SECLAND has been used to model the potential success of various adaptation strategies for coping with climate-induced natural hazards. In a study conducted in the department of Ariège, France, we analysed the potential impacts of intensified livestock grazing on mountain pastures under scenarios with strong climate change effects and increased extreme events. In this scenario, farmers use mountain pastures to seek additional forage resources in specific years. However, these grazing areas require considerate management in years when they are not needed for food provision. Our study also found that the utilization patterns of mountain pastures are strongly influenced by farm succession, vegetation regrowth on unused mountain pastures, and the search for cost-efficient forage resources. In a case study conducted in Eastern Austria, we found that adaptive learning moderates the decline in the number of active farms and farmland, regardless of the scenario conditions, compared to scenarios without adaptive learning. However, the results also indicate that adaptation increases the workload of farmers. This highlights the importance of considering more than just simplistic economic rationales when making land-use decisions. Agent-based models can be used to model socio-ecological responses and help cope with adaptation in complex socio-ecological systems.
Both studies emphasise that in the context of risk management and socio-ecological resilience, learning and managing additional workload are key factors for achieving adaptive success.

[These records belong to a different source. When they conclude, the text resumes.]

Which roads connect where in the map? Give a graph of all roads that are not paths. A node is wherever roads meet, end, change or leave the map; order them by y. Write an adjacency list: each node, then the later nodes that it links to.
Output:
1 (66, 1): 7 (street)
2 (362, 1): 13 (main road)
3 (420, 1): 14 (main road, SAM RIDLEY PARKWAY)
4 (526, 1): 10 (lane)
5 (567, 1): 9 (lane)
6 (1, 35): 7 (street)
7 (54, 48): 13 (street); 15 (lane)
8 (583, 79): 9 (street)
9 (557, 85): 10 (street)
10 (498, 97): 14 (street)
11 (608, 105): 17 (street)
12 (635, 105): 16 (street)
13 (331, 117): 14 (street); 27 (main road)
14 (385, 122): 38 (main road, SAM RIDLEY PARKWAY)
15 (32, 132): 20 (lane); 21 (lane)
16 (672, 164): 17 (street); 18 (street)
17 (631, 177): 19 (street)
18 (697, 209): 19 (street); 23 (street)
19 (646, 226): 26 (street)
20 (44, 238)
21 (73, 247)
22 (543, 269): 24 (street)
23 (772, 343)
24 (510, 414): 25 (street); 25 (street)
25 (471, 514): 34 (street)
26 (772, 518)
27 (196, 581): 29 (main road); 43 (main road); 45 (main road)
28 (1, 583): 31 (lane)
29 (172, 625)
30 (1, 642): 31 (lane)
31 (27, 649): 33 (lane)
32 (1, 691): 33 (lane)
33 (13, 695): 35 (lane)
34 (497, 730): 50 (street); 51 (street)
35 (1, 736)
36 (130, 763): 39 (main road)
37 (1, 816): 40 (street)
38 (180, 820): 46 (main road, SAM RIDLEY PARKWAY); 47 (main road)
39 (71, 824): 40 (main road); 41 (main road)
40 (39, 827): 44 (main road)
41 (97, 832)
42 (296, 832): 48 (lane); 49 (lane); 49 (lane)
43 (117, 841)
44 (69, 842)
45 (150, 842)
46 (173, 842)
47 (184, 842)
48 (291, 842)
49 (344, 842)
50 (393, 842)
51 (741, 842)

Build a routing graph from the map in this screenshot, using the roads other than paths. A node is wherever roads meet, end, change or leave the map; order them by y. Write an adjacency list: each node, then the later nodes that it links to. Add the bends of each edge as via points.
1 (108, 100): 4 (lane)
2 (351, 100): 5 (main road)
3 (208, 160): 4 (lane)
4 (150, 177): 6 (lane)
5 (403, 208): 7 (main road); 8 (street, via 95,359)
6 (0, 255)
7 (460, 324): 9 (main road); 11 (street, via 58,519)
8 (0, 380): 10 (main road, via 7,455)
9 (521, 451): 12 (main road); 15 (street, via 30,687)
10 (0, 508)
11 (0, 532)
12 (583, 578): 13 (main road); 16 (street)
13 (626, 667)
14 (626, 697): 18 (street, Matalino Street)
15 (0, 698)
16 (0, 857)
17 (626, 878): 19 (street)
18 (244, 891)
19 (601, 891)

To further improve, it is necessary to couple agent-based models with climatic and landscape models, allowing for bi-directional feedback between social and natural systems. SECLAND has been adapted to integrate adaptive learning processes, demonstrating the possibility of capturing mutual system dynamics and feedback loops. This allows the full capacity of agent-based models to be used to assess the resilience of mountain communities to cope with natural hazards, using a scenario approach that includes heterogeneous agents, different trajectories of socio-economic conditions, as well as global and climate change dynamics. This presentation outlines a conceptual framework for operationalizing an interdisciplinary effort within a modelling environment that integrates human decision-making, socio-economic conditions, and climatic and landscape dynamics.
How to cite: Mayer, A., Egger, C., and Gaube, V.: Agent-based modelling for understanding the socio-ecological resilience in alpine mountain communities, EGU General Assembly 2024, Vienna, Austria, 14–19 Apr 2024, EGU24-20216, https://doi.org/10.5194/egusphere-egu24-20216, 2024.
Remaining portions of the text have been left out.